Horses for Gorses
Gorse or Furze as it is commonly known here is a highly nutritious, protein filled plant that was commonly fed to horses in winter here in West Cork and all over Ireland. It was harvested and chopped with a Furze machine, you occasionally see them around still painted up as ornaments I have one myself. Our horses and ponies are tucking into the gorse at the moment and I’m delighted to see it as I know it is nutritious and because it’s a highly invasive plant that spreads quickly, the same can be said for the brambles the leaves of which they are also picking. I’ll be feeding them our Halyage from next week till they are back on grass next spring. In the past I’ve gone by the old saying “Feed them hay on Christmas Day” but we’ve more than enough round bales to keep them happy and healthy. Horses clever beasts that they are carefully turn around the tips of the plant once in their mouths so that they go down with the spikes backwards, it does seem to be a learned behavior not something they are born with.
The below is from an article first published in the Irish Times in August 2013.
According to John Feehan, who worked at University College Dublin’s faculty of agriculture, furze was such an important crop it was specifically registered in legal documents in the 15th and 16th centuries as an asset on farms.
Writing in his book, Farming in Ireland, he noted that apart from providing wood for fires, fencing and being used for medicinal purposes, it was primarily used as fodder for animals.
“In earlier times the young shoots of furze were highly valued for the winter feeding of animals – it is after all in the same plant family as peas, beans, lucerne and clovers – especially in more marginal areas where fodder was scarce but furze grew prolifically.
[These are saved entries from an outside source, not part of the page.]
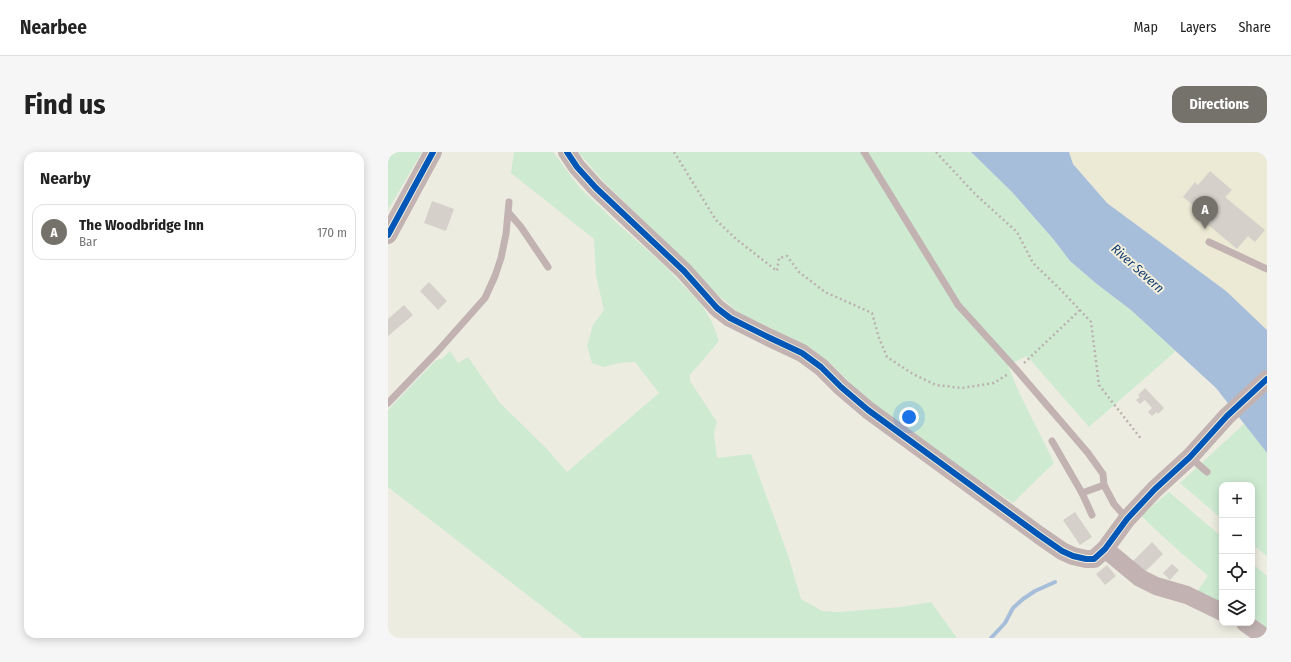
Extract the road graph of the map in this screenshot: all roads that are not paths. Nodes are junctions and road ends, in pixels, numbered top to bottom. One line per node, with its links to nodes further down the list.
1 (433, 152): 6 (street)
2 (567, 152): 19 (street)
3 (864, 152): 15 (lane)
4 (509, 202): 5 (lane)
5 (509, 213): 8 (lane); 11 (lane)
6 (388, 235)
7 (1209, 242): 9 (lane)
8 (548, 267)
9 (1267, 269)
10 (1267, 379): 13 (street)
11 (388, 403)
12 (1052, 441): 16 (lane)
13 (1190, 457): 14 (lane); 18 (street)
14 (1207, 472)
15 (1104, 484): 16 (lane); 18 (lane)
16 (1082, 493): 17 (lane)
17 (1092, 515)
18 (1127, 519): 19 (street)
19 (1105, 549): 20 (street)
20 (1219, 611)
21 (1249, 626): 22 (street)
22 (1266, 638)

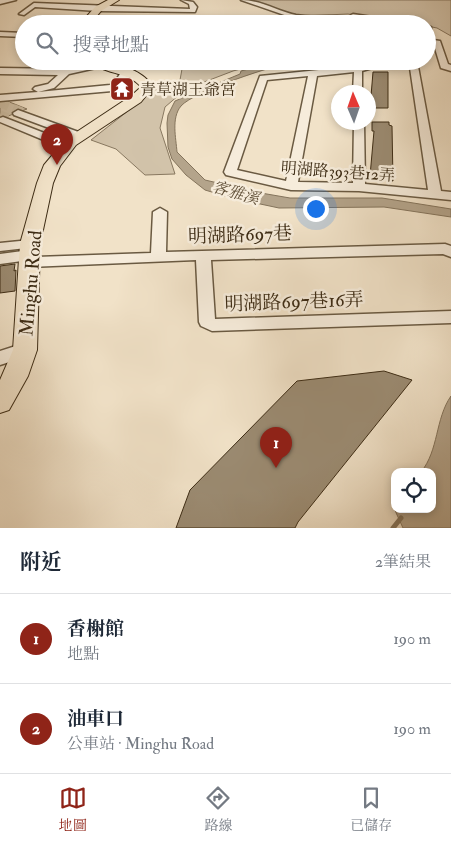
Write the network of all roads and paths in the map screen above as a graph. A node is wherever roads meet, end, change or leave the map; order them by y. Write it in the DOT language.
graph roads {
  1 [pos="13,0"];
  2 [pos="48,0"];
  3 [pos="115,0"];
  4 [pos="184,0"];
  5 [pos="244,0"];
  6 [pos="0,2"];
  7 [pos="38,6"];
  8 [pos="99,8"];
  9 [pos="22,14"];
  10 [pos="93,15"];
  11 [pos="290,15"];
  12 [pos="0,34"];
  13 [pos="15,35"];
  14 [pos="436,44"];
  15 [pos="451,68"];
  16 [pos="73,70"];
  17 [pos="117,70"];
  18 [pos="349,70"];
  19 [pos="358,70"];
  20 [pos="414,70"];
  21 [pos="0,71"];
  22 [pos="66,72"];
  23 [pos="125,73"];
  24 [pos="313,74"];
  25 [pos="358,85"];
  26 [pos="0,96"];
  27 [pos="46,96"];
  28 [pos="87,98"];
  29 [pos="359,130"];
  30 [pos="75,139"];
  31 [pos="291,186"];
  32 [pos="359,187"];
  33 [pos="435,194"];
  34 [pos="451,196"];
  35 [pos="160,212"];
  36 [pos="0,247"];
  37 [pos="451,252"];
  38 [pos="30,254"];
  39 [pos="203,254"];
  40 [pos="158,257"];
  41 [pos="0,259"];
  42 [pos="451,317"];
  43 [pos="24,350"];
  44 [pos="0,358"];
  45 [pos="0,402"];
  1 -- 6 [label="street"];
  2 -- 7 [label="street"];
  3 -- 8 [label="main road"];
  4 -- 8 [label="street"];
  5 -- 11 [label="street"];
  7 -- 8 [label="street"];
  7 -- 9 [label="street"];
  8 -- 10 [label="main road"];
  12 -- 13 [label="street"];
  14 -- 15 [label="street"];
  16 -- 22 [label="street"];
  17 -- 23 [label="main road, Minghu Road"];
  18 -- 24 [label="street, 明湖路393巷12弄"];
  19 -- 25 [label="street"];
  20 -- 33 [label="street"];
  21 -- 22 [label="street"];
  22 -- 26 [label="street"];
  23 -- 27 [label="street"];
  23 -- 30 [label="main road, Minghu Road"];
  24 -- 31 [label="street"];
  24 -- 31 [label="street, 明湖路393巷12弄"];
  26 -- 27 [label="street"];
  27 -- 28 [label="street"];
  29 -- 32 [label="street"];
  30 -- 30 [label="street"];
  30 -- 38 [label="main road, Minghu Road"];
  31 -- 32 [label="street, 明湖路393巷12弄"];
  32 -- 33 [label="street, 明湖路393巷12弄"];
  33 -- 34 [label="street, 明湖路393巷12弄"];
  35 -- 40 [label="street"];
  36 -- 38 [label="street"];
  37 -- 39 [label="street, 明湖路697巷"];
  38 -- 40 [label="street, 明湖路697巷"];
  38 -- 41 [label="street"];
  38 -- 43 [label="main road, Minghu Road"];
  39 -- 40 [label="street, 明湖路697巷"];
  39 -- 42 [label="street, 明湖路697巷16弄"];
  43 -- 44 [label="street"];
  43 -- 45 [label="main road, Minghu Road"];
}
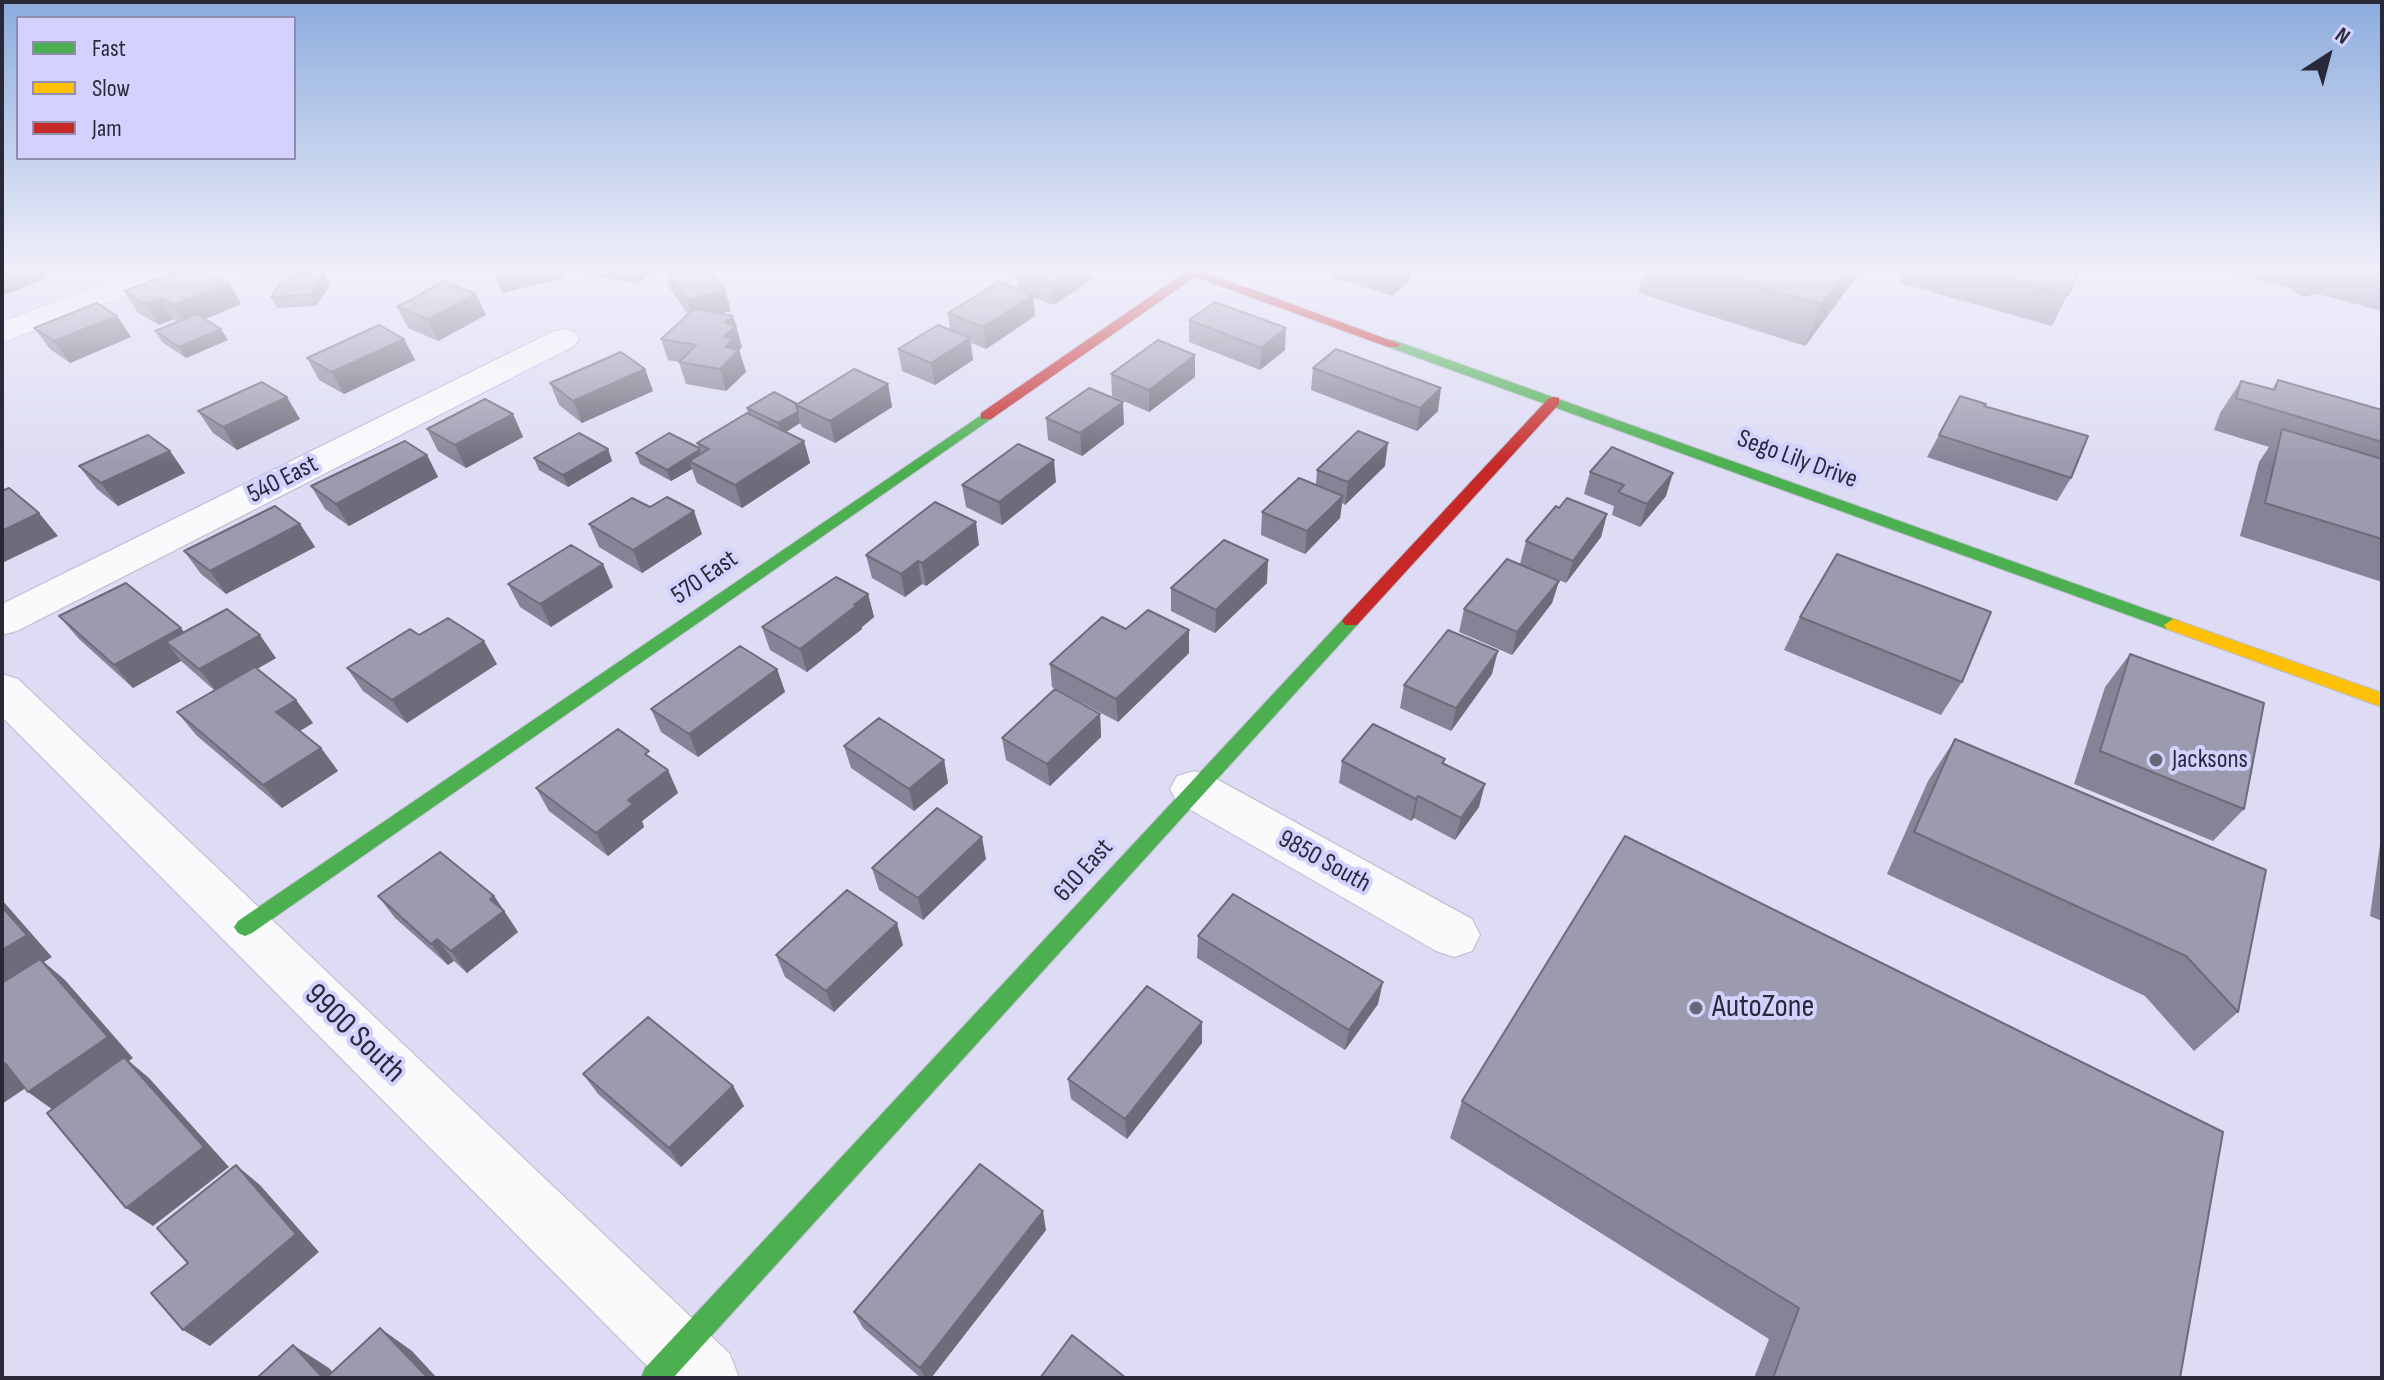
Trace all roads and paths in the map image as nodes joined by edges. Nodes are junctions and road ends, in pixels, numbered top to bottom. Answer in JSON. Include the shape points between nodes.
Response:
{"nodes":[{"id":1,"x":1101,"y":336,"type":"edge"},
{"id":2,"x":1389,"y":336,"type":"edge"},
{"id":3,"x":563,"y":339,"type":"dead end"},
{"id":4,"x":1554,"y":401,"type":"junction"},
{"id":5,"x":2,"y":621,"type":"edge"},
{"id":6,"x":2,"y":690,"type":"edge"},
{"id":7,"x":2382,"y":700,"type":"edge"},
{"id":8,"x":1194,"y":789,"type":"junction"},
{"id":9,"x":245,"y":927,"type":"junction"},
{"id":10,"x":1454,"y":935,"type":"dead end"},
{"id":11,"x":680,"y":1369,"type":"edge"}],
"edges":[{"from":1,"to":9,"type":"street","name":"570 East"},
{"from":2,"to":4,"type":"street","name":"Sego Lily Drive"},
{"from":3,"to":5,"type":"street","name":"540 East"},
{"from":4,"to":7,"type":"street","name":"Sego Lily Drive"},
{"from":4,"to":8,"type":"street","name":"610 East"},
{"from":6,"to":9,"type":"street","name":"9900 South"},
{"from":8,"to":10,"type":"street","name":"9850 South"},
{"from":8,"to":11,"type":"street","name":"610 East"},
{"from":9,"to":11,"type":"street","name":"9900 South"}]}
“It was especially valued in feeding horses, though cattle throve on it also, either fed on its own or as part of a mixed diet,” he wrote.
“Furze was widely used for feeding animals in the 18th and 19th century Ireland and doubtless long before this and was widely cultivated to this end across the course of the country, with sporadic occurrences elsewhere,” he pointed out.
He recorded instances of furze being planted as a fodder crop in Wexford in the late 1830s and in Cork and Waterford back as far as the 1680s. “In the Mallow district, nearly every farmer owned an acre or two of what was termed ‘furze meadow’.”
“Some of the claims made for furze were little short of astonishing,” he wrote, recounting how one Cork farmer sowed a very poor field of four acres with furze in the winter of 1837 and was convinced it was more nutritious than hay. He recorded that the crop was harvested annually or biennially yielding eight to 14 tons per acre of “good succulent provender” when it was cut every year and 12-24 tons were cut every other year.
It was cut with a scythe or sickle and a day’s supply for 30 head of cattle could be cut in an hour.
He stated that the Wexford farmer, Sandham Elly had reported that “20 statute acres of gorse should support 100 head of cattle for the winter six months without other food save the morning feed of mangold wurzel turnips or potatoes.
“The saving of hay for 100 cows would be at least £200 per annum, enabling the small farmer to feed eight milch cows off the same space of ground that supported only one by grazing.”